Our experimental results in Table 1, compared to Exphormer, show that the total amount of introduced error is not that large, and our approach can give competitive results.

The experiment section shows reduced memory usage ...

In Figure 3, the memory has been reported from the actual running of the methods for smaller datasets. It is not feasible to train the original Exphormer on a 40GB GPU even with only 1 layer and hidden dimension of 4 or 8. Among the tested datasets, the largest feasible for Exphormer is ogbn-arxiv, where we see a ~5x reduced memory usage. The memory savings is considerable even without any batching. Training the model with two layers and hidden dimension 8 requires near 200GB for Amazon2M dataset; training it with the hidden dimension 256, and without advanced techniques that trade memory and time, requires between 32 (256/8) to (32)^2 times more memory, which is not feasible even with most CPU devices.

theory

Indeed, this is a limitation of our theory at time of submission. Since submission, we’ve continued to work on that, and have been able to extend the result to deeper layers for a scheme similar to (but not the same as) the narrow network we use in practice: a narrow attention dimension, but dimensions for the other parts of the network (e.g., the MLP layers) the same as the target network. (This “in-between” scheme saves in the most expensive part of the network.) The result is as follows:

Theorem: ​​Assume we have a Transformer network $\mathcal{T}$ with arbitrary large hidden dimension $d_l$, $L=O(1)$ layers, and in this network, in all layers, we have $\lVert h_\cdot\rVert_2 \leq \sqrt{\alpha}$, and $\lVert W_\cdot \rVert_{op} \leq \beta$. There exists a Transformer $\widehat{\mathcal{T}}$, that for any layer $\mathbf{W}_Q$ and $\mathbf{W}_K$ are in $\mathbb{R}^{d_s \times d_l}$ for a $d_s=\mathcal{O}(\frac{\log n}{\epsilon^2})$, with a sufficiently small $\epsilon$, and for all $i \in [n]$, $\lVert\mathcal{T}(X)_i - \widehat{\mathcal{T}}(X)_i\rVert_2 = \mathcal{O(\epsilon)}$.

The proof idea is to use Johnson-Lindenstrauss for the attention scores, bound them by relative error, and then bound the Euclidean distance of the other vectors based on the errors happening in the attention scores. The difference here with the previous proof is that the error can propagate from the Euclidean distance from the input of the layer too. But, we bound all these errors and show that the total error is still $\mathcal{O}(\epsilon)$.

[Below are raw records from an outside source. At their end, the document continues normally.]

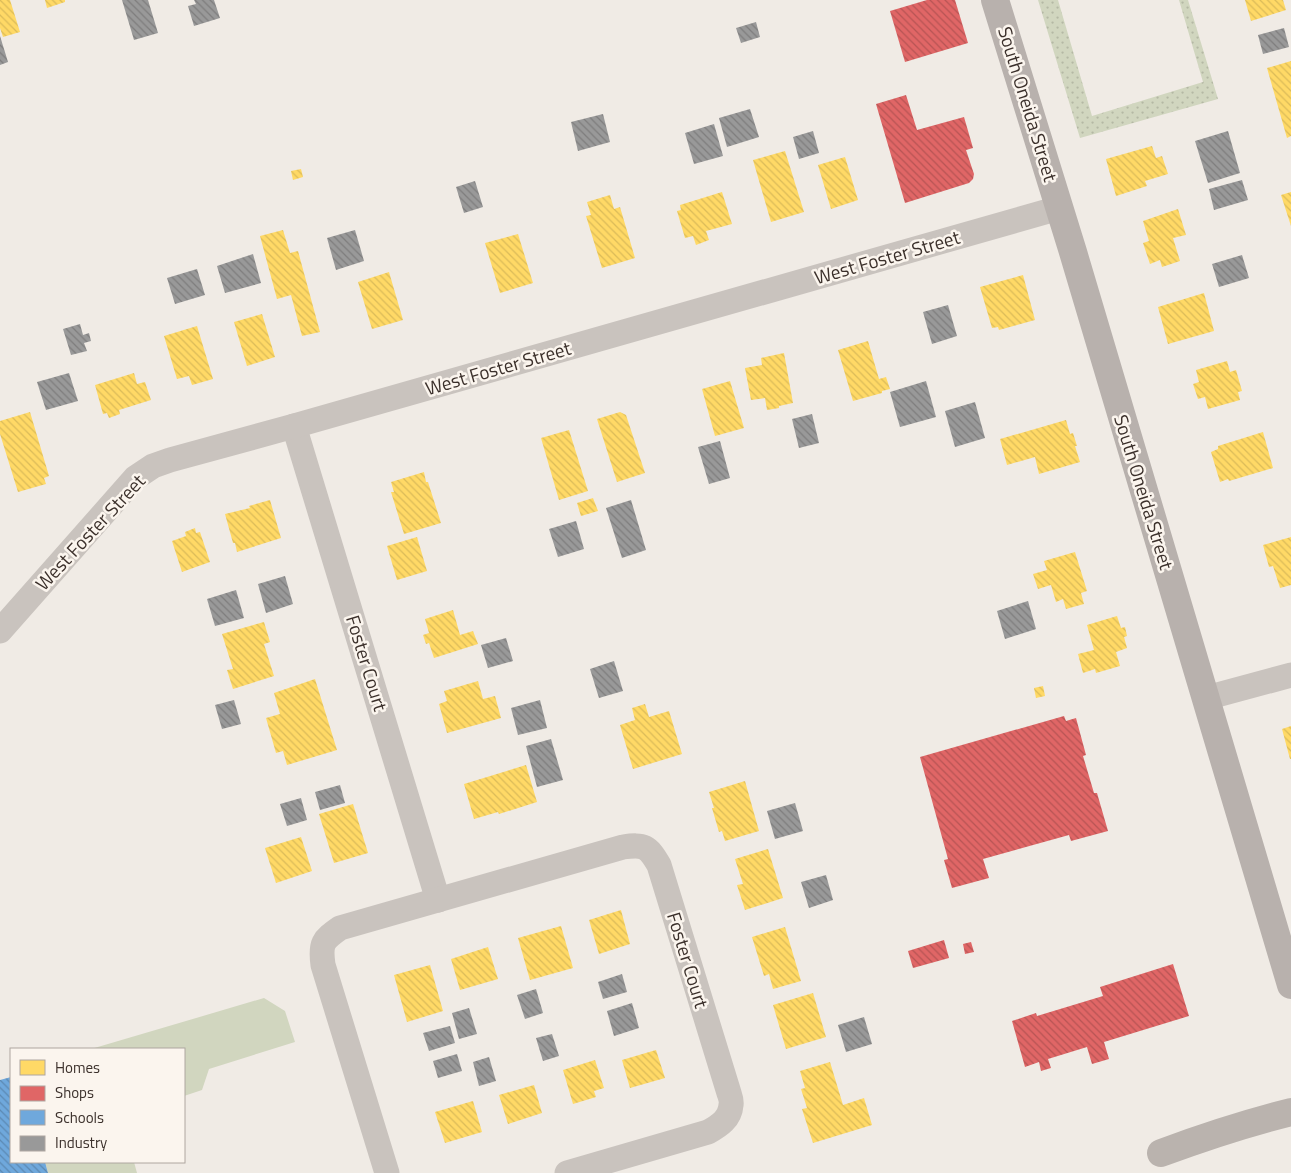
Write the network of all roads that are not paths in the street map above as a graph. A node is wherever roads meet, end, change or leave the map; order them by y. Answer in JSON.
{"nodes":[{"id":1,"x":995,"y":0,"type":"edge"},
{"id":2,"x":1059,"y":208,"type":"junction"},
{"id":3,"x":294,"y":426,"type":"junction"},
{"id":4,"x":0,"y":631,"type":"edge"},
{"id":5,"x":1291,"y":675,"type":"edge"},
{"id":6,"x":1206,"y":698,"type":"junction"},
{"id":7,"x":438,"y":900,"type":"junction"},
{"id":8,"x":1291,"y":985,"type":"edge"},
{"id":9,"x":1291,"y":1112,"type":"edge"},
{"id":10,"x":1161,"y":1153,"type":"dead end"},
{"id":11,"x":387,"y":1173,"type":"edge"},
{"id":12,"x":567,"y":1173,"type":"edge"}],
"edges":[{"from":1,"to":2,"type":"main road","name":"South Oneida Street"},
{"from":2,"to":3,"type":"street","name":"West Foster Street"},
{"from":2,"to":6,"type":"main road","name":"South Oneida Street"},
{"from":3,"to":4,"type":"street","name":"West Foster Street"},
{"from":3,"to":7,"type":"street","name":"Foster Court"},
{"from":5,"to":6,"type":"street"},
{"from":6,"to":8,"type":"main road","name":"South Oneida Street"},
{"from":7,"to":11,"type":"street","name":"Foster Court"},
{"from":7,"to":12,"type":"street","name":"Foster Court"},
{"from":9,"to":10,"type":"main road"}]}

This proof only works for narrow attention score estimation, and assumes the other parts of the network have the same dimensions. This is, however, the most memory/time-intensive part of a Transformer architecture. The rest of the sections are node/token-wise and linear with respect to the number of nodes. The attention score estimation part of a full-Transformer layer requires $\mathcal{O}(n^2d)$ operations and $\mathcal{O}(md)$ operators are required for a sparse Transformer with $m$ attention edges. Thus this change effectively changes the computational complexity of the model.

Also, another interesting thing about this proof is that it not only shows that there is a network with similar attention scores but narrow attention calculation hidden dimension; but also by bounding the error in the output, it shows that this network is nearly as good as the large one, and thus if the large network is optimal, this would be at least near-optimal network in the lower dimension.

This expanded version of the theorem helps extend our guarantees about the possibility of approximation to deeper layers. Thank you for pointing out this important issue.

Writing format

We very much agree with this comment and we will definitely move that figure for the next revision.